A partir de 1889, ano do advento da imprensa local em Cantanhede, os jornais começaram a servir de repositório de inúmeras narrativas sobre o culto do povo de Ançã aos seus oragos, bem como sobre os seus desvios e as circunstâncias culturais e socioeconómicas que os enquadravam e moldavam. Em todos estes relatos existiam traços comuns: a afirmação de que aquelas manifestações religiosas eram, já na penúltima década do séc. XIX, tradições ancestrais; a incontrolável obsessão pela busca de motivos para festejar, fossem eles os mais absconsos; a permanente disposição para improvisar, em qualquer lugar, intermináveis sessões de dança, atividade recreativa definida como a principal Senhora da devoção dos ançanenses; as arrevesadas formas de tentar harmonizar o culto do sagrado e a celebração do profano – a menos que fosse a celebração do sagrado e o culto do profano… – que insinuavam fundadas dúvidas quanto à limpidez destes conceitos e à genuinidade das convicções religiosas.
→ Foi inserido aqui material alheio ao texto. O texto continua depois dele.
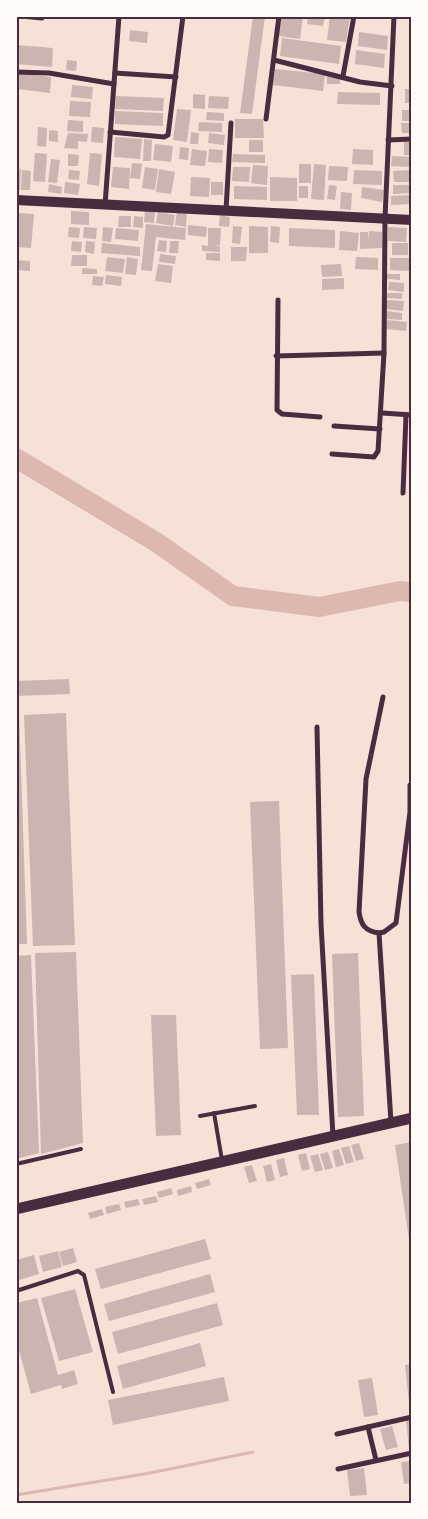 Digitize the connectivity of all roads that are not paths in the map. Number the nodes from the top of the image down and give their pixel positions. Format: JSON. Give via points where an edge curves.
{"nodes":[{"id":1,"x":21,"y":16,"type":"edge"},
{"id":2,"x":119,"y":16,"type":"edge"},
{"id":3,"x":183,"y":16,"type":"edge"},
{"id":4,"x":279,"y":16,"type":"edge"},
{"id":5,"x":354,"y":16,"type":"edge"},
{"id":6,"x":394,"y":16,"type":"edge"},
{"id":7,"x":42,"y":18,"type":"dead end"},
{"id":8,"x":274,"y":60,"type":"junction"},
{"id":9,"x":16,"y":72,"type":"edge"},
{"id":10,"x":115,"y":73,"type":"junction"},
{"id":11,"x":343,"y":76,"type":"junction"},
{"id":12,"x":176,"y":77,"type":"junction"},
{"id":13,"x":114,"y":84,"type":"junction"},
{"id":14,"x":392,"y":86,"type":"junction"},
{"id":15,"x":266,"y":119,"type":"dead end"},
{"id":16,"x":232,"y":124,"type":"dead end"},
{"id":17,"x":110,"y":132,"type":"junction"},
{"id":18,"x":412,"y":139,"type":"edge"},
{"id":19,"x":388,"y":140,"type":"junction"},
{"id":20,"x":16,"y":200,"type":"edge"},
{"id":21,"x":105,"y":205,"type":"junction"},
{"id":22,"x":226,"y":211,"type":"junction"},
{"id":23,"x":385,"y":218,"type":"junction"},
{"id":24,"x":412,"y":220,"type":"edge"},
{"id":25,"x":278,"y":300,"type":"dead end"},
{"id":26,"x":384,"y":353,"type":"junction"},
{"id":27,"x":276,"y":356,"type":"junction"},
{"id":28,"x":382,"y":413,"type":"junction"},
{"id":29,"x":409,"y":415,"type":"edge"},
{"id":30,"x":320,"y":417,"type":"dead end"},
{"id":31,"x":334,"y":426,"type":"dead end"},
{"id":32,"x":380,"y":429,"type":"junction"},
{"id":33,"x":332,"y":454,"type":"dead end"},
{"id":34,"x":403,"y":493,"type":"dead end"},
{"id":35,"x":383,"y":697,"type":"dead end"},
{"id":36,"x":318,"y":727,"type":"dead end"},
{"id":37,"x":410,"y":785,"type":"dead end"},
{"id":38,"x":379,"y":932,"type":"junction"},
{"id":39,"x":255,"y":1106,"type":"dead end"},
{"id":40,"x":214,"y":1113,"type":"junction"},
{"id":41,"x":200,"y":1116,"type":"dead end"},
{"id":42,"x":412,"y":1118,"type":"edge"},
{"id":43,"x":391,"y":1123,"type":"junction"},
{"id":44,"x":333,"y":1136,"type":"junction"},
{"id":45,"x":81,"y":1148,"type":"dead end"},
{"id":46,"x":222,"y":1160,"type":"junction"},
{"id":47,"x":16,"y":1164,"type":"edge"},
{"id":48,"x":16,"y":1209,"type":"edge"},
{"id":49,"x":16,"y":1291,"type":"edge"},
{"id":50,"x":16,"y":1391,"type":"edge"},
{"id":51,"x":113,"y":1392,"type":"dead end"},
{"id":52,"x":18,"y":1398,"type":"dead end"},
{"id":53,"x":412,"y":1418,"type":"edge"},
{"id":54,"x":368,"y":1427,"type":"junction"},
{"id":55,"x":337,"y":1434,"type":"dead end"},
{"id":56,"x":412,"y":1453,"type":"edge"},
{"id":57,"x":376,"y":1460,"type":"junction"},
{"id":58,"x":338,"y":1469,"type":"dead end"}],
"edges":[{"from":1,"to":7,"type":"street"},
{"from":2,"to":10,"type":"street"},
{"from":3,"to":12,"type":"street"},
{"from":4,"to":8,"type":"street"},
{"from":5,"to":11,"type":"street"},
{"from":6,"to":14,"type":"street"},
{"from":8,"to":11,"type":"street"},
{"from":8,"to":15,"type":"street"},
{"from":9,"to":13,"type":"street","via":[[49,73]]},
{"from":10,"to":12,"type":"street"},
{"from":10,"to":13,"type":"street"},
{"from":11,"to":14,"type":"street"},
{"from":12,"to":17,"type":"street","via":[[167,136]]},
{"from":13,"to":17,"type":"street"},
{"from":14,"to":19,"type":"street"},
{"from":16,"to":22,"type":"street"},
{"from":17,"to":21,"type":"street"},
{"from":18,"to":19,"type":"street"},
{"from":19,"to":23,"type":"street"},
{"from":20,"to":21,"type":"main road"},
{"from":21,"to":22,"type":"main road"},
{"from":22,"to":23,"type":"main road"},
{"from":23,"to":24,"type":"main road"},
{"from":23,"to":26,"type":"street"},
{"from":25,"to":27,"type":"street"},
{"from":26,"to":27,"type":"street"},
{"from":26,"to":28,"type":"street"},
{"from":27,"to":30,"type":"street","via":[[278,412]]},
{"from":28,"to":29,"type":"street"},
{"from":28,"to":32,"type":"street"},
{"from":29,"to":34,"type":"street"},
{"from":31,"to":32,"type":"street"},
{"from":32,"to":33,"type":"street","via":[[378,451],[374,456]]},
{"from":35,"to":38,"type":"street","via":[[366,779],[359,912],[365,928]]},
{"from":36,"to":44,"type":"street","via":[[321,924]]},
{"from":37,"to":38,"type":"street","via":[[410,812],[396,923]]},
{"from":38,"to":43,"type":"street"},
{"from":39,"to":40,"type":"lane"},
{"from":40,"to":41,"type":"lane"},
{"from":40,"to":46,"type":"lane"},
{"from":42,"to":43,"type":"main road"},
{"from":43,"to":44,"type":"main road"},
{"from":44,"to":46,"type":"main road"},
{"from":45,"to":47,"type":"lane"},
{"from":46,"to":48,"type":"main road"},
{"from":49,"to":51,"type":"lane","via":[[78,1271],[84,1275]]},
{"from":50,"to":52,"type":"lane"},
{"from":53,"to":54,"type":"street"},
{"from":54,"to":55,"type":"street"},
{"from":54,"to":57,"type":"street"},
{"from":56,"to":57,"type":"street"},
{"from":57,"to":58,"type":"street"}]}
O enorme sucesso do culto aos oragos solenizados em Ançã devia quase tudo à enorme afluência de forasteiros. Todavia, também o comportamento destes legitimava desconfianças quanto ao enraizamento da fé que os fazia convergir para a nobre vila nos dias de gala. Era relatado que grande número deles se destacava, tão-só, pelas exteriorizações de devoção à tradição da caçarola e da bela carniça. E que, com o decorrer dos anos, o afluxo dos romeiros ia diminuído ao mesmo ritmo que diminuía a generosidade dos ançanenses para os presentearem com fartança de tremoços e pinga. Donde se concluía que a secura das gargantas lhes diminuía a devoção.
Devoção que não seria, aliás, o ponto forte da juventude de Ançã. Agindo em contraposição com a prática das virtuosas donzelas da Gândara das beatas – que aos domingos e nas festas, recolhiam piedosamente às capelas e nunca ousavam dançar – em Ançã não faltavam meninas que antes queriam ficar sem ceia a deixar de ir dar a sua voltinha ao pavilhão das danças. Assim, em vez de recolherem às capelas a entoarem lengalengas de Avés, convertiam as ruas e praças em vastos templos de veneração à Senhora Dança, que reverenciavam até à raiz do coração. Um gasómetro, dois ou três rudimentares instrumentos musicais, e aí estavam 100 ou 150 pares a rodopiar até sol alto, sem que os pés descalços se doessem da aspereza da calçada ou as narinas se apoquentassem com as nuvens de poeira.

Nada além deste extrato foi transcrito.